[Your instructions]
Your answer should consist of each line from the data below that contains "Zamora".

Start of Data for review

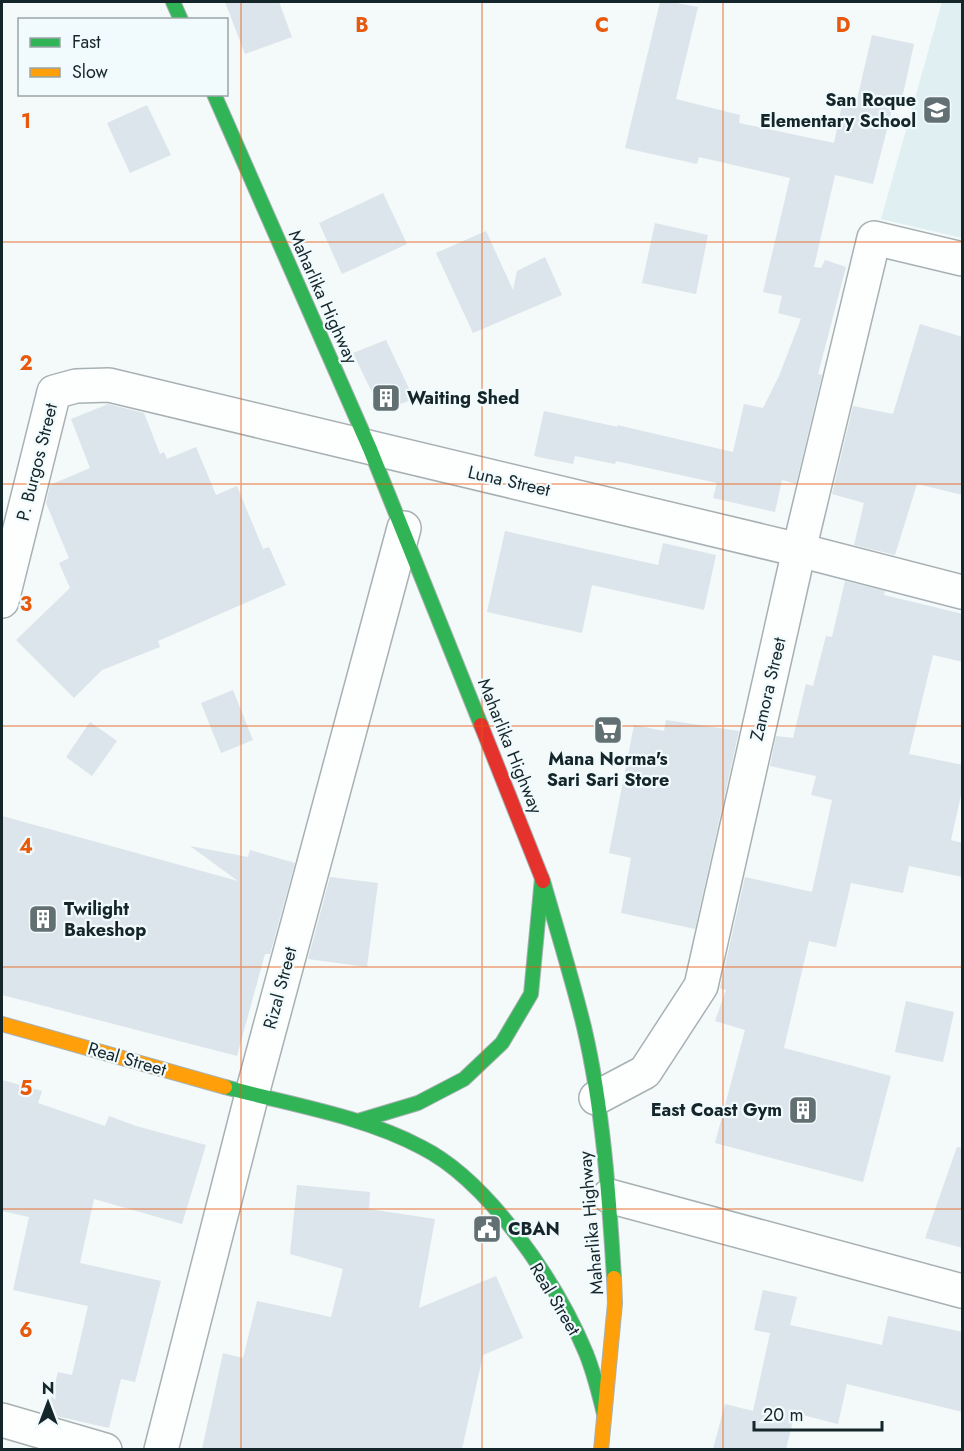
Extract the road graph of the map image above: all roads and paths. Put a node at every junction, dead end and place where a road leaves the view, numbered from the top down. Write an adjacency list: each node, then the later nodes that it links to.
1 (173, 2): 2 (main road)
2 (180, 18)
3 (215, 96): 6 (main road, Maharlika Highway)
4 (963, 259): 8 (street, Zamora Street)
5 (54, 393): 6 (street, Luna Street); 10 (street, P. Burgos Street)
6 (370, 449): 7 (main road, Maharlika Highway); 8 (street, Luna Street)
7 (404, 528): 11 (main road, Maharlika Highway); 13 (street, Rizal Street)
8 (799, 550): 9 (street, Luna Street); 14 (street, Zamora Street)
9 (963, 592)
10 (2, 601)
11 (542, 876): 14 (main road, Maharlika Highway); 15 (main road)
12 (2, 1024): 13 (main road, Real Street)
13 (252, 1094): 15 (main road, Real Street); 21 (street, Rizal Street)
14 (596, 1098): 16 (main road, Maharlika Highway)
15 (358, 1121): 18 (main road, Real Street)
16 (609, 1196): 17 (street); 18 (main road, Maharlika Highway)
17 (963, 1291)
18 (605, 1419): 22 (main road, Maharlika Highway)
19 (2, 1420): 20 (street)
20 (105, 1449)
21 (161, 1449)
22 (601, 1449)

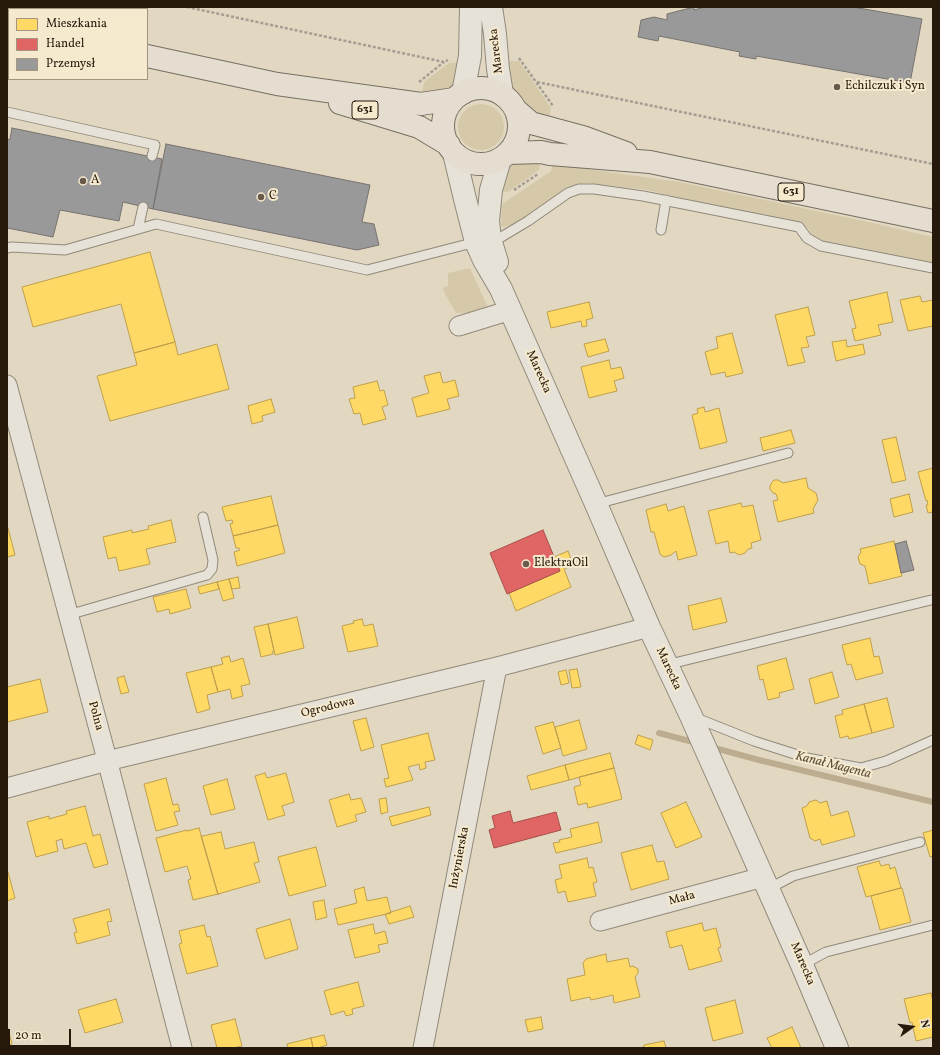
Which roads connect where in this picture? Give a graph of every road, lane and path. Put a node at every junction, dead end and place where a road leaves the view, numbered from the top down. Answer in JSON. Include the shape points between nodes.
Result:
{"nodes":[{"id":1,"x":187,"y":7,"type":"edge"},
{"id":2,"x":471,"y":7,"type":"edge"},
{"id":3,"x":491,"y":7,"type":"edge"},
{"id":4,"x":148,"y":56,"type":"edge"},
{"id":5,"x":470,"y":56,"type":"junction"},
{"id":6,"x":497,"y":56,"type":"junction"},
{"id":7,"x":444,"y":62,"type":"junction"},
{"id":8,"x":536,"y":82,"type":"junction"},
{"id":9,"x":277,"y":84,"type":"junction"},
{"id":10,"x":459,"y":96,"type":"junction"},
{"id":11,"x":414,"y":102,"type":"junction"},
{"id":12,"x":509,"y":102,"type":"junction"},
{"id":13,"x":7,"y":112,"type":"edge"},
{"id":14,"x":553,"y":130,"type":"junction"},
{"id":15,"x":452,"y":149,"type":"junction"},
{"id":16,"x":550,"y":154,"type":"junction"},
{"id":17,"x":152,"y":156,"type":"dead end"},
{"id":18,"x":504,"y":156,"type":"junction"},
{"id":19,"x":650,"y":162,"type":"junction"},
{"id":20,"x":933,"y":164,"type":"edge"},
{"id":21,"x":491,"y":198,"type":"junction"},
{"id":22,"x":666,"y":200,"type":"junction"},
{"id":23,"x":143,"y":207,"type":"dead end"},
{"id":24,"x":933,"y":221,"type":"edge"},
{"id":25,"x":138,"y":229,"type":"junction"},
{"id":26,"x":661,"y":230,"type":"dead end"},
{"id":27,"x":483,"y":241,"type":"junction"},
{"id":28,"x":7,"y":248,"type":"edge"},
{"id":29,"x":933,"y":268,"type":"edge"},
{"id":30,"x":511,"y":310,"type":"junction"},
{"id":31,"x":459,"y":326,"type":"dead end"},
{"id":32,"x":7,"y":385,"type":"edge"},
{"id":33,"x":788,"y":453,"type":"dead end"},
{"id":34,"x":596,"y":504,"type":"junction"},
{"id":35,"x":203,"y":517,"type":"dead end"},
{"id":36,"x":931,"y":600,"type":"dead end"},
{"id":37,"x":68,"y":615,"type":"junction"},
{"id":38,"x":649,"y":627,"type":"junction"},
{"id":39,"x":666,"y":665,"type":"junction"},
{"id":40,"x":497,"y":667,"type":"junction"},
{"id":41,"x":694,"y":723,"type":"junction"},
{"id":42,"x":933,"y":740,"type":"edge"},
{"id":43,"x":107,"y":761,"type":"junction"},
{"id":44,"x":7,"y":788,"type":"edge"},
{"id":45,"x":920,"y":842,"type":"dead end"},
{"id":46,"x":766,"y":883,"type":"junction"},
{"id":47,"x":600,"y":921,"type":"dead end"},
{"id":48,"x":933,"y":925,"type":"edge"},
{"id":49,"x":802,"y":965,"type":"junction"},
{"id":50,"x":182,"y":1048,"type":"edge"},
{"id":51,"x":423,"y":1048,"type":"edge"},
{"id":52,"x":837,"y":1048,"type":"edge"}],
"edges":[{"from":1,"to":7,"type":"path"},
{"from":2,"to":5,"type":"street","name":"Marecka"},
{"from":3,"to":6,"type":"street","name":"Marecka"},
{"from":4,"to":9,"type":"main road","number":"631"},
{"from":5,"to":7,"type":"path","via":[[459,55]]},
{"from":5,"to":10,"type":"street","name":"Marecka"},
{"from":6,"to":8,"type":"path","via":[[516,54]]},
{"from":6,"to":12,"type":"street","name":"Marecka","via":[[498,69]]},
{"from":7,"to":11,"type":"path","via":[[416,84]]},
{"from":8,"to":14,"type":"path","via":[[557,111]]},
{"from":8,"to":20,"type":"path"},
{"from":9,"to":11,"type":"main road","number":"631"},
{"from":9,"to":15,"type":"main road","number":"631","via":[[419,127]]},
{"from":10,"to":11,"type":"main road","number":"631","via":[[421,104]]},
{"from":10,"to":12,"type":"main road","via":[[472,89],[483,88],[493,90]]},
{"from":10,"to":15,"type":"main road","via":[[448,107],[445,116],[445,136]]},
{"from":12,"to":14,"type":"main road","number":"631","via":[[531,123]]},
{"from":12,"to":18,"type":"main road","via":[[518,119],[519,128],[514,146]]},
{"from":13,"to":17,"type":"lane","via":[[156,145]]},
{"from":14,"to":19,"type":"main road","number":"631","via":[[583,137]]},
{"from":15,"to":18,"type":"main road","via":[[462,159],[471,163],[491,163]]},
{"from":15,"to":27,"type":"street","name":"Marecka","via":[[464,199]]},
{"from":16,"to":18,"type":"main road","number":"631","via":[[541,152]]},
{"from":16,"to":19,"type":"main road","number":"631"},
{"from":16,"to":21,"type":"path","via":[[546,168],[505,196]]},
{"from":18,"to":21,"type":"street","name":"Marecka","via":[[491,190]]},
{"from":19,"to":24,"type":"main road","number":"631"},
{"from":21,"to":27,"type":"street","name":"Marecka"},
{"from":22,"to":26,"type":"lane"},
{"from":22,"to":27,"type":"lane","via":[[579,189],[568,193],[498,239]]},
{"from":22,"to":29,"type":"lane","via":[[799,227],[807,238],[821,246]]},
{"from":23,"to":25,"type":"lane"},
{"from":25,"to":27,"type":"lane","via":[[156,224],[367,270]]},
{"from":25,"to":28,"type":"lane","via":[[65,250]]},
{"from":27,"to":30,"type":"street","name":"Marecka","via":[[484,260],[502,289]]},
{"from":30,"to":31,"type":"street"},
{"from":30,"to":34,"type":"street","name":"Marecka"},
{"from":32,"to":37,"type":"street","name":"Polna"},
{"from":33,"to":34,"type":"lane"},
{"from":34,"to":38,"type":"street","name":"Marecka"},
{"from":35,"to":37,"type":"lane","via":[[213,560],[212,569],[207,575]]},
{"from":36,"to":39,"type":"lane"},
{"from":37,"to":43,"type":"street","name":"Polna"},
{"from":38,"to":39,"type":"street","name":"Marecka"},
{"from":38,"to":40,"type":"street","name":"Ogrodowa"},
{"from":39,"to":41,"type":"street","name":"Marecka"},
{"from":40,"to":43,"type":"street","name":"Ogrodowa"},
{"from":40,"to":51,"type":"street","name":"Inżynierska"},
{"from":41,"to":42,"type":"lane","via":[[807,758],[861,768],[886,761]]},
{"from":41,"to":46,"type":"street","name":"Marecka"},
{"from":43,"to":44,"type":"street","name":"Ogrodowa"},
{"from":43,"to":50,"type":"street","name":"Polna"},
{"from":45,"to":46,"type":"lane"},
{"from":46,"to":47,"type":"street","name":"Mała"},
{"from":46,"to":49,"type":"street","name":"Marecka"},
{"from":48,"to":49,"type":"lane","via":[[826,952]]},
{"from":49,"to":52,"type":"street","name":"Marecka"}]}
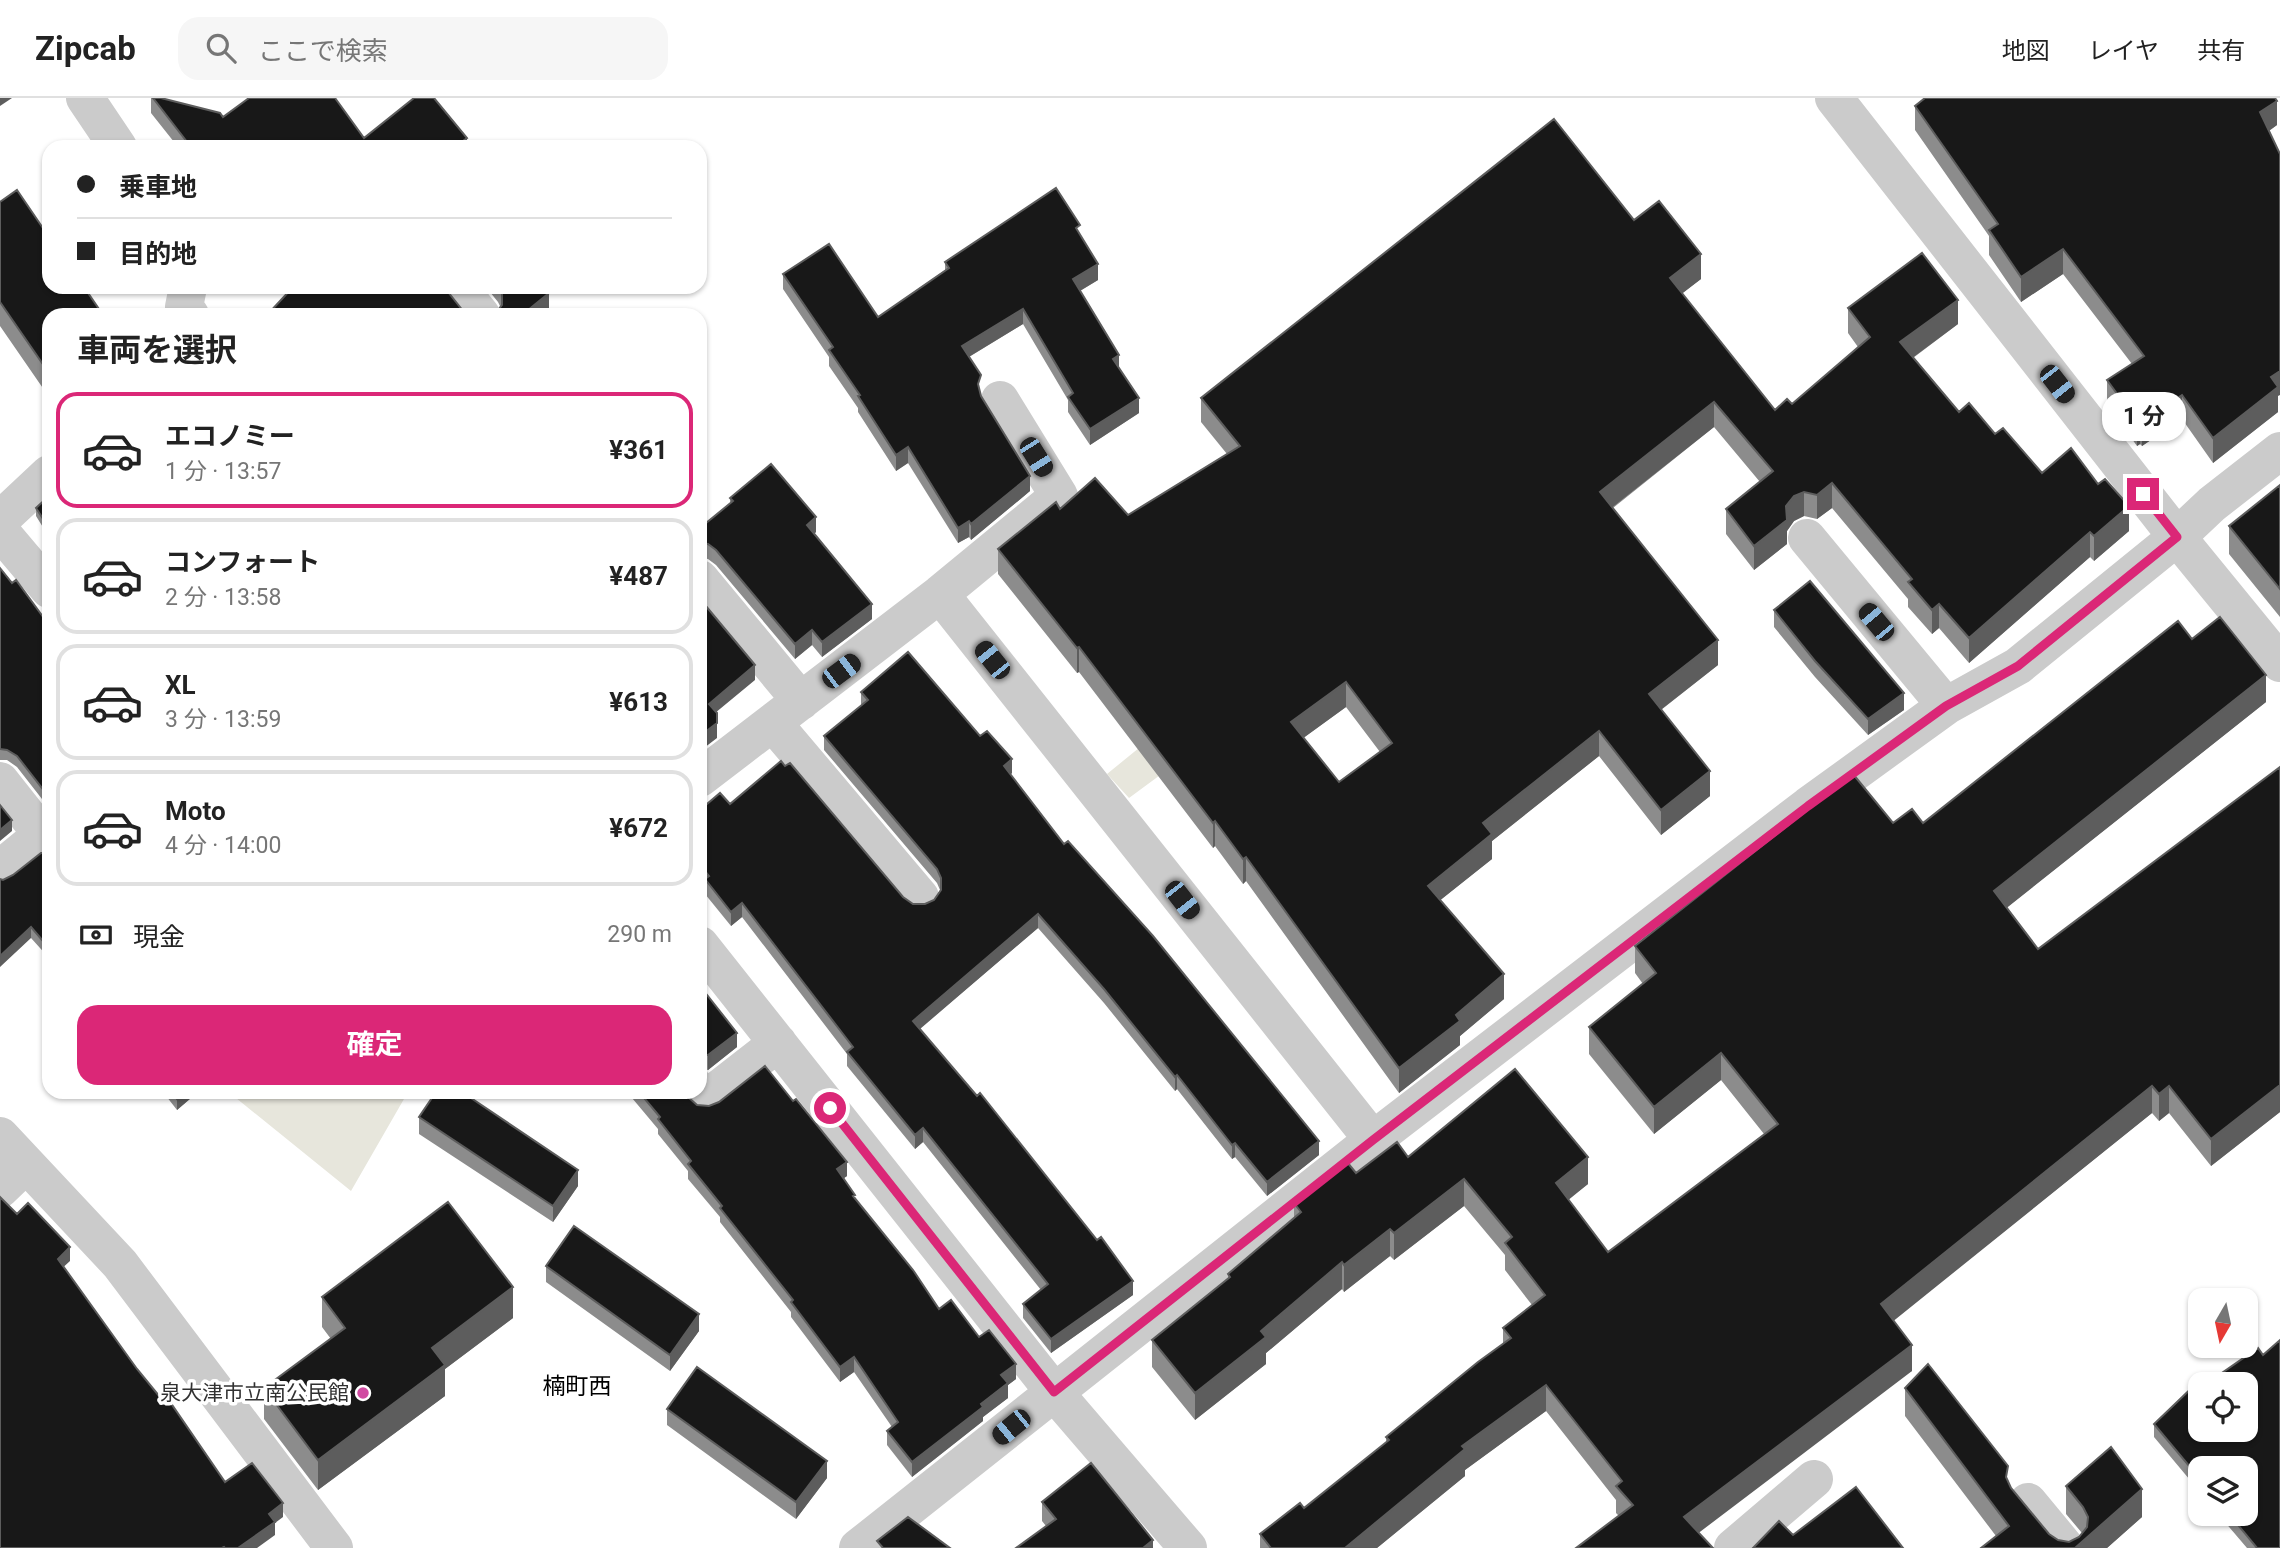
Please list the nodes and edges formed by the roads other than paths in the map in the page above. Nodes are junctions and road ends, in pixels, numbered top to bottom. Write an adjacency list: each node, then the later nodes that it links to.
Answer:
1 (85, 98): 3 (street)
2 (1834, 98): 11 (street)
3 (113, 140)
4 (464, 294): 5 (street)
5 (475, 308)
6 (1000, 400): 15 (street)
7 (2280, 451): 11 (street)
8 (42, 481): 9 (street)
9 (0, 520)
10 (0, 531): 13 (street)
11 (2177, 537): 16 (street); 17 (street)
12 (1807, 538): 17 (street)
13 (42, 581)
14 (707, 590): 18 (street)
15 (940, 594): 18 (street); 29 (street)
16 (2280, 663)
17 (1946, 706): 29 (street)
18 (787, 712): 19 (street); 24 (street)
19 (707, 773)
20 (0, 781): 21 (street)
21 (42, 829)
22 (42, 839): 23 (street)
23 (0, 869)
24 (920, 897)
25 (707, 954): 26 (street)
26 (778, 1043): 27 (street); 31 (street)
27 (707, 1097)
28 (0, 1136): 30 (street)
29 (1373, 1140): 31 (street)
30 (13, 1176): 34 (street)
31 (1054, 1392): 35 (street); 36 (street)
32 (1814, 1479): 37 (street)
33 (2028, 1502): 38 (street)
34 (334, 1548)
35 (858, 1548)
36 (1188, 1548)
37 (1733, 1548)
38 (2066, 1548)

End of Data for review

[Written solution]
4 (963, 259): 8 (street, Zamora Street)
8 (799, 550): 9 (street, Luna Street); 14 (street, Zamora Street)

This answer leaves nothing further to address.